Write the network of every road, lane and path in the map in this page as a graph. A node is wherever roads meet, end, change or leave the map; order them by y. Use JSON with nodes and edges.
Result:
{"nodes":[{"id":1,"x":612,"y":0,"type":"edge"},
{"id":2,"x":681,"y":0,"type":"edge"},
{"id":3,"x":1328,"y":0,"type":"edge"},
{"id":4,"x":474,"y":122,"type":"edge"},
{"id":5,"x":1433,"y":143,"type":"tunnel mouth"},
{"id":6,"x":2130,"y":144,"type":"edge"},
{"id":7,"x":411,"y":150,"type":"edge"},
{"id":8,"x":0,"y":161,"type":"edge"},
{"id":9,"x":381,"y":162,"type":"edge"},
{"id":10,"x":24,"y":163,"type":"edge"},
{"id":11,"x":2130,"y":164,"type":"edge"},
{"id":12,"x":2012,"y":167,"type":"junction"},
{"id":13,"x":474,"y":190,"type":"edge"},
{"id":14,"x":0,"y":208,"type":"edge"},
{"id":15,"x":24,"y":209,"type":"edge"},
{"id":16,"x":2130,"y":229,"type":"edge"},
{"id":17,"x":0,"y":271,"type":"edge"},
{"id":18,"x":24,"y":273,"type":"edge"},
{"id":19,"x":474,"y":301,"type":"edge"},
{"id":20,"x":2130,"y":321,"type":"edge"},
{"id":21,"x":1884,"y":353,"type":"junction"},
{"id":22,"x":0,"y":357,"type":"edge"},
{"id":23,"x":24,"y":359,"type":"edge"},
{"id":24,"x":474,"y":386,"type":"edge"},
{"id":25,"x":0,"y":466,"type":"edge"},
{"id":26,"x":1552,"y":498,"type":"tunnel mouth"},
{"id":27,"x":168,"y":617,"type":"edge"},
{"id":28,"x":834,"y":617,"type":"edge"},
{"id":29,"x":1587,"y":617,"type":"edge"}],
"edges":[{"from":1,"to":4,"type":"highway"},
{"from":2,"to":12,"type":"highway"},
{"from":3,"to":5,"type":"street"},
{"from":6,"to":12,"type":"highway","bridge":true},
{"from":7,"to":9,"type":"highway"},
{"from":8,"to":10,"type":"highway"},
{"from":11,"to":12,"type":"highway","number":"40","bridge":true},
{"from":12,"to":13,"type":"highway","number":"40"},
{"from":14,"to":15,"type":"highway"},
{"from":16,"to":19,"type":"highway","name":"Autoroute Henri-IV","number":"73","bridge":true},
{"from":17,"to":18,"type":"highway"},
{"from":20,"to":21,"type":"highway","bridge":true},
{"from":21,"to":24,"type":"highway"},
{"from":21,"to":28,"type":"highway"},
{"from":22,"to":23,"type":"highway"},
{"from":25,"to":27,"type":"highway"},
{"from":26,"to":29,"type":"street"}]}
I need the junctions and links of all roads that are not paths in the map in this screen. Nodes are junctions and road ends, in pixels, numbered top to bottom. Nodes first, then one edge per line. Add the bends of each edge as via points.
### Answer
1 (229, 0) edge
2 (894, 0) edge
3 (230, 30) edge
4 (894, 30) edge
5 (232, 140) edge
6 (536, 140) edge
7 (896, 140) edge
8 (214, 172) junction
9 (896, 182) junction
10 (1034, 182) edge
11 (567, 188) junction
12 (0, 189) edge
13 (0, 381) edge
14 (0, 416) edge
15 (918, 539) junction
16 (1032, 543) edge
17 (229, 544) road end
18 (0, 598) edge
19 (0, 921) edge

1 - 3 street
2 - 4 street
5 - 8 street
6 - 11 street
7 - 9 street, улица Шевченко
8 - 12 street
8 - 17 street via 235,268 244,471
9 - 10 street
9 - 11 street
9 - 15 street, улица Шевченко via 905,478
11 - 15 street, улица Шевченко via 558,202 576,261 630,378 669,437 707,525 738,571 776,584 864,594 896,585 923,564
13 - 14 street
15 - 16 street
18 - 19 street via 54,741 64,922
·····
[AIM OF THE TASK]
Wherever the string "Шевченко" appears in the records, copy the whole line.

[EXPECTED ANSWER]
7 - 9 street, улица Шевченко
9 - 15 street, улица Шевченко via 905,478
11 - 15 street, улица Шевченко via 558,202 576,261 630,378 669,437 707,525 738,571 776,584 864,594 896,585 923,564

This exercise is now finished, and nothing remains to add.